Akabinde Siyasal Bilgiler öğrencisi olmuştu. Tıpkı çizgide başlayan seyahatimiz, kısa müddette farklı yollardan devam etmişti. 12 Mart 1971 askeri müdahalesi devrinde Siyasallı Becerikli Çayan ile Sebahattin Kurt’u Kızıldere’de; Hüseyin Cevahir’i Maltepe’de kaybettik. Yusuf, Uzman Çayan’la birlikte THKP-C’nin kurucularındandı. Yusuf’la Mahir’in yolları askeri darbe devrinde ayrıldı. İdamlar, vefatlar arkası arkasına geldi.

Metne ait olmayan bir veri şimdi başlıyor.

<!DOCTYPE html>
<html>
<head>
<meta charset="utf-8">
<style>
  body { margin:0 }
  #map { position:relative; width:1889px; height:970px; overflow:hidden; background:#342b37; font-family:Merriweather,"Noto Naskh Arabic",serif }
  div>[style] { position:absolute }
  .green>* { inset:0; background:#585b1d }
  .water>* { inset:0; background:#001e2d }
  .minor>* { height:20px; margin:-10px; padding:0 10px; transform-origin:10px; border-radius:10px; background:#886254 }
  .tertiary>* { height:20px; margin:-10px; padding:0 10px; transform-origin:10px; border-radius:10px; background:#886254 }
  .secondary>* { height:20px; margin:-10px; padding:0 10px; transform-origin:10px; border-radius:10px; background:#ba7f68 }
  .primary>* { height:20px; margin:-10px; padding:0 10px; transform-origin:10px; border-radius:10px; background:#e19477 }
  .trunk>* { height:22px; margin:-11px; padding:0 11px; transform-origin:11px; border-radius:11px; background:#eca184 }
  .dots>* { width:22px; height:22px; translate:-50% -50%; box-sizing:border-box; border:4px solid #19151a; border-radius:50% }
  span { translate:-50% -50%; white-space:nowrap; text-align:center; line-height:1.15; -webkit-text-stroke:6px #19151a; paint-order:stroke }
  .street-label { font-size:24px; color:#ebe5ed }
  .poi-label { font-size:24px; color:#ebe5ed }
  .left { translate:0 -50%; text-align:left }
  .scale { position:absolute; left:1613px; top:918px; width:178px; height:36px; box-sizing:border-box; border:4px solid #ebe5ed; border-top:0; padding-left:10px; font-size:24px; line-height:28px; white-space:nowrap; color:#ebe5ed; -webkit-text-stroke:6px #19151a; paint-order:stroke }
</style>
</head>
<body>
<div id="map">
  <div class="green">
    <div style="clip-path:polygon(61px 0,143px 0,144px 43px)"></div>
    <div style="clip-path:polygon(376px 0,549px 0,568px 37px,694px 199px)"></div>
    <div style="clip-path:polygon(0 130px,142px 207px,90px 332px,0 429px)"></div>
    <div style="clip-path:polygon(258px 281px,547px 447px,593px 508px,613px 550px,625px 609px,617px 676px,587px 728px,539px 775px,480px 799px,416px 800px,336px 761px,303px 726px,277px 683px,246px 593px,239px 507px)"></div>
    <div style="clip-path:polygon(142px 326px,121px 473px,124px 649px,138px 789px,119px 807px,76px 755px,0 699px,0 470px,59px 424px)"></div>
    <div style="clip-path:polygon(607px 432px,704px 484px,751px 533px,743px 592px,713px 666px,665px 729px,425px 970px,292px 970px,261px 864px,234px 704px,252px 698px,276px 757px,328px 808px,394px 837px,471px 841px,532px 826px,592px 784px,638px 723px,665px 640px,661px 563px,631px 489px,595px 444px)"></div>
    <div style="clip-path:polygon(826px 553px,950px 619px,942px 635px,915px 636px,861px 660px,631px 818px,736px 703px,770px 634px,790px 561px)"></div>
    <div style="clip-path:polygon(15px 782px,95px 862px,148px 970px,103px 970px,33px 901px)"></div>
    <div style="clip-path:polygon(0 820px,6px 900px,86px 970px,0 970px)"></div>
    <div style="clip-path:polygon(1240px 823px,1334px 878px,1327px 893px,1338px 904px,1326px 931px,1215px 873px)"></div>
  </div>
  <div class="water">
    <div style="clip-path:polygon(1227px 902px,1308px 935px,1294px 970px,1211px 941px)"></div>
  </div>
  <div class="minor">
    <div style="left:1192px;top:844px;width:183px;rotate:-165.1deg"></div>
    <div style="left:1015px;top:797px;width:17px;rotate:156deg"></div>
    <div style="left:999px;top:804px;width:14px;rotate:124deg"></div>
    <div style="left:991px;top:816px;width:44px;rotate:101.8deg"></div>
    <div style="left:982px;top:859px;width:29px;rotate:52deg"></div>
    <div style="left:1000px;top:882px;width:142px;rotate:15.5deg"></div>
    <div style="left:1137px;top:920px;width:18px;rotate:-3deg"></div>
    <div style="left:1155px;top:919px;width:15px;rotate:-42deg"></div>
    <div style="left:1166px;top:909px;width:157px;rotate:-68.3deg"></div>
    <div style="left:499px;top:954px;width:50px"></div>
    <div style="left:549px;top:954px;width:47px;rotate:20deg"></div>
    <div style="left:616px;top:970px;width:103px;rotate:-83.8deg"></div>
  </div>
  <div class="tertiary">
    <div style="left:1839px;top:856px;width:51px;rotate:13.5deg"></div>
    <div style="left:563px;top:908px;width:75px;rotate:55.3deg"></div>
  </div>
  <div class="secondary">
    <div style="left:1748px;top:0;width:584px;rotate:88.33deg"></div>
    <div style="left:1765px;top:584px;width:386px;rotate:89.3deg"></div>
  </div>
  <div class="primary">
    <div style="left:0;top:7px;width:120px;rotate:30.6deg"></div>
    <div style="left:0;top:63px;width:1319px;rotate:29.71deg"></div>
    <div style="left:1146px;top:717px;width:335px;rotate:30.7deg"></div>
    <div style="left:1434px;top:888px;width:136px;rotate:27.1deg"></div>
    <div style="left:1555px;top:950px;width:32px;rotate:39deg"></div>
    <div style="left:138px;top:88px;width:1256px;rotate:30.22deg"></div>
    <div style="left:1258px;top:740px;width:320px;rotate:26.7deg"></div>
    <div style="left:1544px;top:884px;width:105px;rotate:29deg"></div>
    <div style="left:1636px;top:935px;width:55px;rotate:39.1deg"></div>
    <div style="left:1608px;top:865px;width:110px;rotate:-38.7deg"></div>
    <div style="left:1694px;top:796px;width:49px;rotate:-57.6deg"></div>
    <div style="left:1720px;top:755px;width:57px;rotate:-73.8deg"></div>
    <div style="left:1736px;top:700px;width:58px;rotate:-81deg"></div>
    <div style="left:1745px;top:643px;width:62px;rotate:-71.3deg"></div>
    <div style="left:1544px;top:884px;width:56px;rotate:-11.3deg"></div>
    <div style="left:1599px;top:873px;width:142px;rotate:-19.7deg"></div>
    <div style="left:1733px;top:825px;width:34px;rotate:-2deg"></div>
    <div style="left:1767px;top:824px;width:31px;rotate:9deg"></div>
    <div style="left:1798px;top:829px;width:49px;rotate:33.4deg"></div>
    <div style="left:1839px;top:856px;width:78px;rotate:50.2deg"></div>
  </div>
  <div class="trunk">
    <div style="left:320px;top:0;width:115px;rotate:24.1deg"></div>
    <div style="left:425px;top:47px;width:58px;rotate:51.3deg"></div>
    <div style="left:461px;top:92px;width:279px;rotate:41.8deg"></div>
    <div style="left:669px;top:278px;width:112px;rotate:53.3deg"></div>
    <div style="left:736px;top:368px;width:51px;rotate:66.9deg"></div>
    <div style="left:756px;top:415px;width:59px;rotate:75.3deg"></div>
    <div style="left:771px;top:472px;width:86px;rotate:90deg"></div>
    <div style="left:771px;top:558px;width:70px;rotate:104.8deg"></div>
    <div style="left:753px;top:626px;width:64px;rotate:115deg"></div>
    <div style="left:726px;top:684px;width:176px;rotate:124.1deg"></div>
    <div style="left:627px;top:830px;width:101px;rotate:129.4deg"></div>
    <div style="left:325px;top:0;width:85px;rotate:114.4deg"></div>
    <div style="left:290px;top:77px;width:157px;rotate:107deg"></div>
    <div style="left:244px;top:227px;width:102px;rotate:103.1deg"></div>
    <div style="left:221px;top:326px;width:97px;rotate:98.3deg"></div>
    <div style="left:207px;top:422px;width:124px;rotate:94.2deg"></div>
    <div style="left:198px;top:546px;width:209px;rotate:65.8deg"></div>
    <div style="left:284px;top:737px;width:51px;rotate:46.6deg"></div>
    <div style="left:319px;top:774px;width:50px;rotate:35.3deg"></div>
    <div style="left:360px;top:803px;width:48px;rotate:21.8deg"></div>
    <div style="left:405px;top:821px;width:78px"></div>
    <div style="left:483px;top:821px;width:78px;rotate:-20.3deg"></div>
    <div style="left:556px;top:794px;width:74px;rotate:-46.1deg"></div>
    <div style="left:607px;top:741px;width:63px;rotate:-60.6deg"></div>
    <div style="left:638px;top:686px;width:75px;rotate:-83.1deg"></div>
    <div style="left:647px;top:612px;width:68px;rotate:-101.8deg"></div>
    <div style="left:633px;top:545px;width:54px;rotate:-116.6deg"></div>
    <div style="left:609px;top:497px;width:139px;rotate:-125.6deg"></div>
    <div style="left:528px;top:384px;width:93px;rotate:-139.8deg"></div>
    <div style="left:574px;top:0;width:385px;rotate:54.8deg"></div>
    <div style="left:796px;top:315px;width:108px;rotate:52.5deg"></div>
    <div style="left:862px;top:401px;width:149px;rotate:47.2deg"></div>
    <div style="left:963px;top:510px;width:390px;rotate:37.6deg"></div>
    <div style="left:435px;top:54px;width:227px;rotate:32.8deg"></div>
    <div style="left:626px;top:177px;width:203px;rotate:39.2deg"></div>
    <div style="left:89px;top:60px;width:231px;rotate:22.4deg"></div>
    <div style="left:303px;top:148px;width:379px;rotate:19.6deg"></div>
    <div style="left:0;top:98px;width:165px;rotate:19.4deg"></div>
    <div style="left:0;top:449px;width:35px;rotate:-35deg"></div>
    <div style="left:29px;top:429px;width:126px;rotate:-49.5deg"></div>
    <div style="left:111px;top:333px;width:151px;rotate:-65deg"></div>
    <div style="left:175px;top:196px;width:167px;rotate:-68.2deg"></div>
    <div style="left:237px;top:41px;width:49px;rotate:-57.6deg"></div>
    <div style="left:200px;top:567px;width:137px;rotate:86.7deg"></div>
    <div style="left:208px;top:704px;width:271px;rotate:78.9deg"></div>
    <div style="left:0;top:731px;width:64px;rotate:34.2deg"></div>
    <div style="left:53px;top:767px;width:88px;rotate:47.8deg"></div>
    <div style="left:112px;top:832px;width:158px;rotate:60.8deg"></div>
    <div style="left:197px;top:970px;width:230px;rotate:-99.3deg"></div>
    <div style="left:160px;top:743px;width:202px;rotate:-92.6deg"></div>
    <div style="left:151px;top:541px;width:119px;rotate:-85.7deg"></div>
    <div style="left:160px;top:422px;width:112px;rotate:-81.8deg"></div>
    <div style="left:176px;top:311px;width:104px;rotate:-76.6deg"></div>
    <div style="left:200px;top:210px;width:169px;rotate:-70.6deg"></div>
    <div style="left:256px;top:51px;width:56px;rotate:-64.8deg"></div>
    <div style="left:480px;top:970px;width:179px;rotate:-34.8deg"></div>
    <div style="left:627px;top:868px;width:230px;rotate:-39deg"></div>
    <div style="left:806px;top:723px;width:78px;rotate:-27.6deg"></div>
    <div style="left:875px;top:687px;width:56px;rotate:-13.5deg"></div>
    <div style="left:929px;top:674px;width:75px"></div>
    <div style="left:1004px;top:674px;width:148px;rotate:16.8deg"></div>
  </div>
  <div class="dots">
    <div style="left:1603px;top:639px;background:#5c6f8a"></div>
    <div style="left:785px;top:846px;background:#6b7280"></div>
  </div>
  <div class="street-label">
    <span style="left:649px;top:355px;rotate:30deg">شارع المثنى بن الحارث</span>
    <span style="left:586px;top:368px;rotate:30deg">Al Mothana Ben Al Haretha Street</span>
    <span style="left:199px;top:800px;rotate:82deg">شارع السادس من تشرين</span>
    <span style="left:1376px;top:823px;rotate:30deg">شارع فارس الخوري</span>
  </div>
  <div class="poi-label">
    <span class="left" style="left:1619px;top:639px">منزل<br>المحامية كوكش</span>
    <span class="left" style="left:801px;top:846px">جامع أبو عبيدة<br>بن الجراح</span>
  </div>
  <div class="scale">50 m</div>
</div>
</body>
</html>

“BİRÇOK ARKADAŞIMIZI TEKRAR MAHPUSA GİRMEMEK İÇİN…”

Biroldukca arkadaşımız bir daha mahpusa girmemek için yaban ellerde ömürlerini sürdürmek zorunda kaldı. Yusuf’la yıllar daha sonra İsveç’te buluşmuştuk. Geçmiş günlere dalmıştık. Yusuf çok duygusal bir insandı. Beni görür görmez bütün geçmişi canlanmıştı. Sabaha kadar tartıştık, konuştuk. Aslında o konuştu ben dinledim. Yeni arayışlar ortasındaydı. Kitaplar yazıyordu.

bir süre yazılarını yolladı bana. daha sonra bir daha ortaya yıllar girdi. Alakamız koptu. Vefat haberini alınca değişik hislere kapıldım. Bizim jenerasyonun mukadderatı üzerine kendimce değerlendirmeler yaptım. İsyan günleri geride kaldı. İsyancılar sahneyi birer birer terk ediyor. Artık öbür bir dünyada yaşıyoruz. Fotoğraftaki sarkık bıyıklarımız gitti. Saçlarımız sakallarımız ağardı.

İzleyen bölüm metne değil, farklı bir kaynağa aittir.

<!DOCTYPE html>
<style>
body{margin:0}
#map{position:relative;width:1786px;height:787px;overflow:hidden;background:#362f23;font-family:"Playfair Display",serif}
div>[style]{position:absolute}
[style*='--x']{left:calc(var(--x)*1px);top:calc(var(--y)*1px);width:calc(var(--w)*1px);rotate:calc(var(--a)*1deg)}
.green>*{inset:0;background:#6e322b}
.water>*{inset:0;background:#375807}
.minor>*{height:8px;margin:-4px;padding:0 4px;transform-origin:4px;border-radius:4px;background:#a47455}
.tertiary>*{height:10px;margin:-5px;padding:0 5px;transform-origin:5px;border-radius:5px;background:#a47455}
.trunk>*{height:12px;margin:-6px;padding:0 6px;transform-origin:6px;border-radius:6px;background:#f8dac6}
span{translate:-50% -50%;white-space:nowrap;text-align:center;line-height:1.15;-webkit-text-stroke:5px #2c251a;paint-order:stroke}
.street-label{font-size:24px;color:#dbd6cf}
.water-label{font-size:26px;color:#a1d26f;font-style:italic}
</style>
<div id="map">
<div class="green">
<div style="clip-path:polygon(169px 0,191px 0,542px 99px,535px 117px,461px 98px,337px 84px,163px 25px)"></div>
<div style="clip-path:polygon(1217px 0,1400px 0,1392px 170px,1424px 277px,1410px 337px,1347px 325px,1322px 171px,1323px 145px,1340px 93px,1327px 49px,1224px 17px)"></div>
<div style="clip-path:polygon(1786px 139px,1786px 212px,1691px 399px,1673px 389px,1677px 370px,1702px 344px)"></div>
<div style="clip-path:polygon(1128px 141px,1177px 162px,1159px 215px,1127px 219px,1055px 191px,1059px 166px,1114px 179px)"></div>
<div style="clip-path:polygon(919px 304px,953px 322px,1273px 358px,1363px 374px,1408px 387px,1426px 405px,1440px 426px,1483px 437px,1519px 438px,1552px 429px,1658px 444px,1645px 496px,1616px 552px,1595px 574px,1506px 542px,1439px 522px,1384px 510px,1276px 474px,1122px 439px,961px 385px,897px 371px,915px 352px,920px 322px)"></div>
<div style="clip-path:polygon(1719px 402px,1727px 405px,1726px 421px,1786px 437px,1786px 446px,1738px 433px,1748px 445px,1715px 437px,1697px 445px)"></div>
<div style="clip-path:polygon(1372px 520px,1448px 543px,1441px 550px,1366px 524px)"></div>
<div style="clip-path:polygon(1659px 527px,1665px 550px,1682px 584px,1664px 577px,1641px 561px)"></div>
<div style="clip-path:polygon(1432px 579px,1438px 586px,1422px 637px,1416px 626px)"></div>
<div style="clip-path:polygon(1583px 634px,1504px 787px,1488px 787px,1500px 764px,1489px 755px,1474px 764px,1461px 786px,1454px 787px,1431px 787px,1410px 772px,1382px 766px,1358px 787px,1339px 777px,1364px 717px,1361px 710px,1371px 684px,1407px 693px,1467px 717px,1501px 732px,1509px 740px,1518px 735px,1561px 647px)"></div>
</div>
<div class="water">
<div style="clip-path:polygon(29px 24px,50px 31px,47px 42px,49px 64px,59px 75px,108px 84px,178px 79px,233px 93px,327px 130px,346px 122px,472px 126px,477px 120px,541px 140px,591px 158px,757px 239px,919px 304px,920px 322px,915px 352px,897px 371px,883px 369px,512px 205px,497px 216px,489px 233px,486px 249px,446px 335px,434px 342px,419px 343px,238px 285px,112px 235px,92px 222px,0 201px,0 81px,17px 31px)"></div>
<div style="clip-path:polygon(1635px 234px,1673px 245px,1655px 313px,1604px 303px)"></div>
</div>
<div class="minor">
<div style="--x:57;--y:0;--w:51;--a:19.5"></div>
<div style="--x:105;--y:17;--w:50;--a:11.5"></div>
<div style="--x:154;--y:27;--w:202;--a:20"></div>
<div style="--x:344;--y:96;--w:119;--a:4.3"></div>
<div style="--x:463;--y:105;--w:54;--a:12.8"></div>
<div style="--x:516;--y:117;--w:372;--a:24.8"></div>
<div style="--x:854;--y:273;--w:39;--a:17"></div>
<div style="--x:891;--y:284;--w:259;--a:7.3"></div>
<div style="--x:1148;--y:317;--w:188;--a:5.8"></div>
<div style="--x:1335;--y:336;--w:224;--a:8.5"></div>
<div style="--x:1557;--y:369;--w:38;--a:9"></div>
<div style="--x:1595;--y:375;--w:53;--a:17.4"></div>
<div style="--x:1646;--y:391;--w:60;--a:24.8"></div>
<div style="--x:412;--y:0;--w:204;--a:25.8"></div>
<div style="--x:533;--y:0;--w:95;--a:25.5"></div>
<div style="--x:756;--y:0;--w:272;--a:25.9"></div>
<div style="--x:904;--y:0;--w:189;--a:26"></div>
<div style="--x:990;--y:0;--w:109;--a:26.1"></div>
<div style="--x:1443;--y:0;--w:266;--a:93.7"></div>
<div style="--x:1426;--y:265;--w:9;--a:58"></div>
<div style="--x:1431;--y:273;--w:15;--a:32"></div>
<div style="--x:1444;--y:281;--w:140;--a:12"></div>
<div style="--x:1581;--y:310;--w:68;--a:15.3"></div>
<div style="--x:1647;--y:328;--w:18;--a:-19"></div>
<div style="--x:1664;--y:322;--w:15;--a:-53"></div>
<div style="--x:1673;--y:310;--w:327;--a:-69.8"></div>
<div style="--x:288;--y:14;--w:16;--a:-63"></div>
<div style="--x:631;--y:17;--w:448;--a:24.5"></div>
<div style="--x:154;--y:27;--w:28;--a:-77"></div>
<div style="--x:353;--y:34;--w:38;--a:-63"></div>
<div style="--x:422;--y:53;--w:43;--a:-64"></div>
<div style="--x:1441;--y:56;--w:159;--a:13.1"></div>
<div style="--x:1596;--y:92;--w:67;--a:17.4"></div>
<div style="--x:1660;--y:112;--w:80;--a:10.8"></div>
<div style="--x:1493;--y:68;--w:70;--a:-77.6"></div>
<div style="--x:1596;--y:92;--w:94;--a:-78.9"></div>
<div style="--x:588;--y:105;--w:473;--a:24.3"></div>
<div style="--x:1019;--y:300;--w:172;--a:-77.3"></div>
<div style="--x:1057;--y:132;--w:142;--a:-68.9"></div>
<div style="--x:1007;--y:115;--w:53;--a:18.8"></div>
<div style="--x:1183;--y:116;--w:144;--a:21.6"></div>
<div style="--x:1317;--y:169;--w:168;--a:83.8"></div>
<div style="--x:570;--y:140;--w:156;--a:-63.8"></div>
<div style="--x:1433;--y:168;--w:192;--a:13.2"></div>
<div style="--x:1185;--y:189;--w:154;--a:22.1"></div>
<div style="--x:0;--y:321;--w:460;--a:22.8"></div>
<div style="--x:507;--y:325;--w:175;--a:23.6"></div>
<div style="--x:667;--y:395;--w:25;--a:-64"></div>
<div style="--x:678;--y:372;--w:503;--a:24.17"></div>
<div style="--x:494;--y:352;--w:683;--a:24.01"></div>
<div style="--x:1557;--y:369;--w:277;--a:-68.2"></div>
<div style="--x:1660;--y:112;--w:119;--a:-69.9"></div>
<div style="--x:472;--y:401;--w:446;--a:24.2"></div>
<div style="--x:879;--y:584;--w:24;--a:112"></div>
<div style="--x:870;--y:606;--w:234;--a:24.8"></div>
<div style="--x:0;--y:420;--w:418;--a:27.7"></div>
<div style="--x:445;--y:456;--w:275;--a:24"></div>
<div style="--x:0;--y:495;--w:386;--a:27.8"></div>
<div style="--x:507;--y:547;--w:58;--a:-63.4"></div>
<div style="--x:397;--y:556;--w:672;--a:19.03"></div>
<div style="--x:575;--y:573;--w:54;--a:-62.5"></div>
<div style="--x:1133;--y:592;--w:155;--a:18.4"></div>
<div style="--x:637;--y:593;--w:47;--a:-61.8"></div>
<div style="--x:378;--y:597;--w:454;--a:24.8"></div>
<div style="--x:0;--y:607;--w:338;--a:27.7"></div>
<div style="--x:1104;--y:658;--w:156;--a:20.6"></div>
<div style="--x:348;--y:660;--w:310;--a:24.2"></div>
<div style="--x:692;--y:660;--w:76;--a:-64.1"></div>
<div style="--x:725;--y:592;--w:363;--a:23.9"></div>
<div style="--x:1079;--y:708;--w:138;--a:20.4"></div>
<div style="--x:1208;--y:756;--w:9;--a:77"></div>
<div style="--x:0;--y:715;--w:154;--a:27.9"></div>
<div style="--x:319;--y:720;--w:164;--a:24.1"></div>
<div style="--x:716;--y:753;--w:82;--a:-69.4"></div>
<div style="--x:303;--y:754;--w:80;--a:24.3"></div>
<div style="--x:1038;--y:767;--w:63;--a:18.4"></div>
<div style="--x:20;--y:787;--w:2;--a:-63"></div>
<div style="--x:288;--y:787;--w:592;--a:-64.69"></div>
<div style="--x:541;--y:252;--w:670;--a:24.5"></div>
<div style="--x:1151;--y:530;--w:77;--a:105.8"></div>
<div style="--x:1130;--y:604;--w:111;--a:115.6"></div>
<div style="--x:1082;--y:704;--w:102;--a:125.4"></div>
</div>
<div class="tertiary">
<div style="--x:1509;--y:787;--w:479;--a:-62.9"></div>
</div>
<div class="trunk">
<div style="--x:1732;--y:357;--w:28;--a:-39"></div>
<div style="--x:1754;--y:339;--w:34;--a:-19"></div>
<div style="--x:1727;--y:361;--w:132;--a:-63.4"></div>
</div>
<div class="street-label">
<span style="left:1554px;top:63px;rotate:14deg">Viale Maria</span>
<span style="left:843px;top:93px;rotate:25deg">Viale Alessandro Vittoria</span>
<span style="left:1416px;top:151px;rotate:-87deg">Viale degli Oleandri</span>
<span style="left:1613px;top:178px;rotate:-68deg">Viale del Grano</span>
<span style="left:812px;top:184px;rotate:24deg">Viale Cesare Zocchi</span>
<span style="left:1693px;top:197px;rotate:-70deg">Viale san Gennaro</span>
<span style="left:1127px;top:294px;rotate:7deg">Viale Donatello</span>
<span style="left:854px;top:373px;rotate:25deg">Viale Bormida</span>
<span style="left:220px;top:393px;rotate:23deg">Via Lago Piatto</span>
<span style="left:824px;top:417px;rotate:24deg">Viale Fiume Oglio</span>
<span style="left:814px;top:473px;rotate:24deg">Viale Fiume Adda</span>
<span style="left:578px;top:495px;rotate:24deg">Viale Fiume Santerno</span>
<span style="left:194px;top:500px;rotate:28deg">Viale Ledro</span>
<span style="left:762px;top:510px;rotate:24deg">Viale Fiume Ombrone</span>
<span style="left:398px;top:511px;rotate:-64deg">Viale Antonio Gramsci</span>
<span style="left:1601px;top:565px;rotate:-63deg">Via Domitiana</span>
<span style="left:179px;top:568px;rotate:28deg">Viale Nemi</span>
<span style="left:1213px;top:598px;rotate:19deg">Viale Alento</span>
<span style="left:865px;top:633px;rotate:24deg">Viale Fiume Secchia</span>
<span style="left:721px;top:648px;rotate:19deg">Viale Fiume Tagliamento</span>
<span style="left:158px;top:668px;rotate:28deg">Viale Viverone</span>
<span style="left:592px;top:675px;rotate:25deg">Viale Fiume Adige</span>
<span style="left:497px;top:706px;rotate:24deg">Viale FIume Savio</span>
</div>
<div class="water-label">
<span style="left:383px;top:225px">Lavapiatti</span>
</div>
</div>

Toplu bir geçmiş değerlendirmesi yapamadık. Bu iş daha sonraki nesillere kaldı. Bizi o devirde harekete geçiren haksızlık ve adaletsizlikler ise devam ediyor. İsyan günleri geride kaldı ancak ülkenin kaygılarıyla dertlenmeye devam ediyoruz. Yusuf’un son yolladığı yazıları hatırlıyorum. Onun da arayışı sürüyordu. Yusuf da tarihe karıştı. 68, artık uzak bir tarihe dönüşüyor. Pandemiden, savaşlardan ve otoriter rejimlerden uzak yeni bir dünya hasretiyle yeni yılınız kutlu olsun.